Wednesday, November 6, 2019

Decide what your success is going to be and work hard in that direction- JBP

BIKE COMMUTE 9.2 miles

Joe Rogan, Jordan B Peterson, and Bret Weinstein this morning. I'm replaying many JBP podcasts, I just love the message. This quote around 1 hour 38 mins in stuck with me.

"Decide what your success is going to be and work hard in that direction"

I could quote JBP all day long here, the idea of taking responsibility, of bearing a burden as a way of finding meaning, of standing up straight with your shoulders back and facing your fears -- all paraphrased and maybe not exactly what he means -- but that's the message I get.

After yesterday's temper tantrum meltdown blowup, I'm in a better frame of mind. And like I was thinking yesterday, I need to face this fear (not sure what it is yet), stand up straight, decide what I'm going to consider 'success', and work hard in that direction.

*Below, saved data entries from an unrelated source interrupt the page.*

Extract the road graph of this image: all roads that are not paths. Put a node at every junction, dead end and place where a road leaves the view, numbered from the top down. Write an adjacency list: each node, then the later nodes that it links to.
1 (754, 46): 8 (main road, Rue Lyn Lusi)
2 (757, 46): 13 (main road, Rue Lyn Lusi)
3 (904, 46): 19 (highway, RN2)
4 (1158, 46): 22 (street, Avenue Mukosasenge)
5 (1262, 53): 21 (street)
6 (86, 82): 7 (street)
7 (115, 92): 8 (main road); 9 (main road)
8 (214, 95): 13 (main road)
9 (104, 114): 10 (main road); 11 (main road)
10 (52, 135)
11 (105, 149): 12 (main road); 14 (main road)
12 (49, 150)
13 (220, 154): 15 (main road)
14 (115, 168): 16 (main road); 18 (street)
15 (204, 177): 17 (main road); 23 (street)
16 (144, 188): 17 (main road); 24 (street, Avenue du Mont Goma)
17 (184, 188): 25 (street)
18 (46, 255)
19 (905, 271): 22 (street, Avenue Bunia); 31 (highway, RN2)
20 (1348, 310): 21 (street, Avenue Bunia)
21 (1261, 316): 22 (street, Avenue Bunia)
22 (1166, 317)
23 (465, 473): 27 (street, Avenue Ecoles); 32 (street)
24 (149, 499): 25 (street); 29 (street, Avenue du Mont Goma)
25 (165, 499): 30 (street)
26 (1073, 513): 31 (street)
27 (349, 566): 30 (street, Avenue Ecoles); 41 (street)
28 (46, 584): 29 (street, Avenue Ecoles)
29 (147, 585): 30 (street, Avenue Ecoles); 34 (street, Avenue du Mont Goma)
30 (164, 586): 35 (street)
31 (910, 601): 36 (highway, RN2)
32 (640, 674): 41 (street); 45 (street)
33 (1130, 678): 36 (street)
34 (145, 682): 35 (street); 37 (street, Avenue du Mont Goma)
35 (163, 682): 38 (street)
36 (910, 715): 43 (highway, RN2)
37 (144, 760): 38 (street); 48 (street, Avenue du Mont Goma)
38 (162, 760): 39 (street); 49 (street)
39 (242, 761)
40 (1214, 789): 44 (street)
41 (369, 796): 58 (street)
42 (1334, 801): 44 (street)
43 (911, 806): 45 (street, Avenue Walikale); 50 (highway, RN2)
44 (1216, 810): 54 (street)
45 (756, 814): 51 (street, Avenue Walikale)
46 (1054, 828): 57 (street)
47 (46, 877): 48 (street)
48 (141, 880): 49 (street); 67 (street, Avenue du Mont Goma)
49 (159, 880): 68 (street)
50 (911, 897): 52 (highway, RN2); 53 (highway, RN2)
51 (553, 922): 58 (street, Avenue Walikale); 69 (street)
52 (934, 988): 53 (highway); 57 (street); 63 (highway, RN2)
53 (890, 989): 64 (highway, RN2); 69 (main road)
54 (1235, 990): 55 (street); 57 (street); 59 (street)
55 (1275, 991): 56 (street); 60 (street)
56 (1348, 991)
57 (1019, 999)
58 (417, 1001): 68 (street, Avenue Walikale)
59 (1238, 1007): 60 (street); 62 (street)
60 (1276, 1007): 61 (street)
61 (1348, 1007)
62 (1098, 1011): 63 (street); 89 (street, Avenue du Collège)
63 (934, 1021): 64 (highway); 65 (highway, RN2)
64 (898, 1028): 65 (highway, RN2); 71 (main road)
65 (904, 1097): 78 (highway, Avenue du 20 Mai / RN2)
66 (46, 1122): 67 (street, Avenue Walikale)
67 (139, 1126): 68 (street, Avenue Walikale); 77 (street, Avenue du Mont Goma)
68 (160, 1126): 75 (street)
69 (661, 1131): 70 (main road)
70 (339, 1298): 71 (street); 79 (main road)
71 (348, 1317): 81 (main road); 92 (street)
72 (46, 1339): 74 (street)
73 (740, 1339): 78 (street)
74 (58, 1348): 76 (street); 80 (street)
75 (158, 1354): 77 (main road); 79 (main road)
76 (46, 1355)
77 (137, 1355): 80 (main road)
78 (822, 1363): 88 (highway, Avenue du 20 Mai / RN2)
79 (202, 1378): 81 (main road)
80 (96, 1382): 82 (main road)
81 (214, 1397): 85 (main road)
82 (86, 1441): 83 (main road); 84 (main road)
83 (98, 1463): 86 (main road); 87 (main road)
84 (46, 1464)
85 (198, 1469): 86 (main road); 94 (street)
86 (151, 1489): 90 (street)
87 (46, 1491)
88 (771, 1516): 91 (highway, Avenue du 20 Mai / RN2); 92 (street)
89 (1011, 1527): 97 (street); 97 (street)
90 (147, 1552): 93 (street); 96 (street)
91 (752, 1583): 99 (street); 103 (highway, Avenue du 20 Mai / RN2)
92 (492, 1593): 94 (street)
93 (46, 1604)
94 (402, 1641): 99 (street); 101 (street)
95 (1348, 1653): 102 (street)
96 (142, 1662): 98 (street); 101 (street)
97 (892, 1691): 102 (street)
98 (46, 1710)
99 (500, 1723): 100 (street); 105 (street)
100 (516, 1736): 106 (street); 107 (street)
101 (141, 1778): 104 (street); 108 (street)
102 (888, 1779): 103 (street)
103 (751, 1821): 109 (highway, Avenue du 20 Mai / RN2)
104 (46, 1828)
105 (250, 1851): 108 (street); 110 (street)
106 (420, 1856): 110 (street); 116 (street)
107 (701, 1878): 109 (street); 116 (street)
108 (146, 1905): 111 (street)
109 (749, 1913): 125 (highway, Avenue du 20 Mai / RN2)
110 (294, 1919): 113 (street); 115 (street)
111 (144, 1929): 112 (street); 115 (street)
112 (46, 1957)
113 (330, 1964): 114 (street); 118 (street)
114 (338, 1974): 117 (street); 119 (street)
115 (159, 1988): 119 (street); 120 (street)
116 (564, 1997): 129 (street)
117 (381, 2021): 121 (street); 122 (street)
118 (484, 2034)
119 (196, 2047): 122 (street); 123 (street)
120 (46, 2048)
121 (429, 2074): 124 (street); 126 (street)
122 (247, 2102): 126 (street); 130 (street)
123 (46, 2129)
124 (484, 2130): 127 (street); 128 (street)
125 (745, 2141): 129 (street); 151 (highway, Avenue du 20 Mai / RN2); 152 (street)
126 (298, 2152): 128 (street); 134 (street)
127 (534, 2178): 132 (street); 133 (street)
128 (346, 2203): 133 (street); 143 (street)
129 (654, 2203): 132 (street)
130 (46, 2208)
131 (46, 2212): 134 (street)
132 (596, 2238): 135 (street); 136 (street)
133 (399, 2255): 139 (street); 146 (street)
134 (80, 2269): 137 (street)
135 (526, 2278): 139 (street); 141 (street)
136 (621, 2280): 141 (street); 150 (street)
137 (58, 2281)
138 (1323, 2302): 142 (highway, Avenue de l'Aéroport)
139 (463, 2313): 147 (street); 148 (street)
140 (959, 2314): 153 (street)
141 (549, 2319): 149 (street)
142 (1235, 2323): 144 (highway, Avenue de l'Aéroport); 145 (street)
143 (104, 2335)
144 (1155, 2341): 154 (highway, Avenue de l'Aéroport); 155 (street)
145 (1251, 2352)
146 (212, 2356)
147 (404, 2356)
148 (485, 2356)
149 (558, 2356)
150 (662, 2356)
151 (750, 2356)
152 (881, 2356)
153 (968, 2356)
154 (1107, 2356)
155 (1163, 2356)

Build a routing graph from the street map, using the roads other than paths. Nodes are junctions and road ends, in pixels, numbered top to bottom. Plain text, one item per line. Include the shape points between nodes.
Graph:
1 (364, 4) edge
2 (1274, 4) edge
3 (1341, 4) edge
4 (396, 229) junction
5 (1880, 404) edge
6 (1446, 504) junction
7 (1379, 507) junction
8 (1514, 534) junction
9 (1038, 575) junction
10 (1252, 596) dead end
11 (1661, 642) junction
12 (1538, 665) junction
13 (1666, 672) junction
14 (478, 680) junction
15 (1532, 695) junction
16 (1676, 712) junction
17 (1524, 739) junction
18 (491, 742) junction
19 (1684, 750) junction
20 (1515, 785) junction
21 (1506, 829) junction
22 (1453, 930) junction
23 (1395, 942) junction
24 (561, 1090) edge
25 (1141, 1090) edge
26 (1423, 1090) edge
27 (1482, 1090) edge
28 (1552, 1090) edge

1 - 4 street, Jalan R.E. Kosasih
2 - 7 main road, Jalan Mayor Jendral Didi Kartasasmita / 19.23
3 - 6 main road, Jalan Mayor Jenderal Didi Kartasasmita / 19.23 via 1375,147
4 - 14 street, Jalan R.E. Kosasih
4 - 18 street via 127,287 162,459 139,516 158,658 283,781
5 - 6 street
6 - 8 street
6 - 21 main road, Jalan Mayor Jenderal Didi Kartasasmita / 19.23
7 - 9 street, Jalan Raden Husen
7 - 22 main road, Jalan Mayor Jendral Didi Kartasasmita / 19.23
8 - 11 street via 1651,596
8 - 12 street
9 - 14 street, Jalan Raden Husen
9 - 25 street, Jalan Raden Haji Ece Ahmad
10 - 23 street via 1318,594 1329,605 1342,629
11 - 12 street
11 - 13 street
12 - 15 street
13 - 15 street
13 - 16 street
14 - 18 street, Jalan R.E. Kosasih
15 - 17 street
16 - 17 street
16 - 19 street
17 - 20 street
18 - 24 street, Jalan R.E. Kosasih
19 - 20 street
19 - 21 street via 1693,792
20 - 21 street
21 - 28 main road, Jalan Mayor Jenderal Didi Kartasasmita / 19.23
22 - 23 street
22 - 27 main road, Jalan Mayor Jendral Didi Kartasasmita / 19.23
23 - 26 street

Today I can articulate better why it's so hard to be told "you can't run". For me being able to run is the proxy way of saying "you are healthy". So if I can't run, that means the Themses think I'm not healthy. Are they right or wrong, I dunno.

But that's what I hear when he says "don't run". I hear, "something is wrong with you".

Nothing is wrong with me. Everything is wrong with me. Nothing is wrong with me.

So anyway. Back to the quote. Decide what your success is going to be.

Yesterday morning I would have said, my success will be going out for a run. After yesterday's appointment, I've had to rein that in. Actually I would have said, my success will be running the 2020 Hennepin 100. That's still a measure of success for me - it would be a return from the 2017 hip surgery, the 2018 heart attack, and the 2019 hip stress fracture. It would be a return from the 2015 nutrition disaster, the 2014 life stress, and I could keep going back, but at some point I need to look forward.

Success for me, will be running again. Even if a mile. But to run again. Let's just start there.

OK, so, work hard in that direction. What will it take to run again.
---30 days of perfect nutrition
---30 days of no pain and healing
---30 days of movement and mobility and strength building
(30 days, as in, the next Dr L appointment)

OK break that down. No pain and healing will mean NOT RUNNING (even though I'm sure I'll find a few days to jog a bit or test things out a few mins at a time). Movement, mobility, and strength are already "on the calendar" as something I track as a goal. I'm using the hip surgery PT and movements to get started.

Those goals aren't my problem right now. The nutrition is the problem. As of this moment, I'm in a big change for nutrition, and I've been pushing for this change, and yet I'm not changing.

Years and years and ?? how much more of nutrition problems. Like I said yesterday, it's not the moon phase or a date or an event or anything that will bring this change. It's me.

Yesterday I'm told I need 30 days of perfect  nutrition, and within minutes I decide to have a bar of dark chocolate for lunch. That's not a lunch. That's a stress response, I'll concede that point. And one error is not a ruin for 30 days. But it's an example of the conflict in my head.

Instead of embracing the need to change, accepting the motivation for 30 days, I fight against it.

I'm told I should eat dairy for my bones, and I decide I hate yogurt because "I should eat it" and I'm not eating it because I want to but only because I'm supposed to.
I'm told egg yolks aren't good for my cholesterol, and I decide to eat 1 a day anyway but I hate the egg yolk for it.
I'm told to eat more, so I do to the point of feeling sick, and win nothing for it.

Jen McD suggested that I just accept that there are some things I should eat because they are good for me. Instead of fighting the extrinsic motivations, make them my own intrinsic motivations.

OK. So. What will I define as success, regarding 30 days of perfect nutrition? Think on that.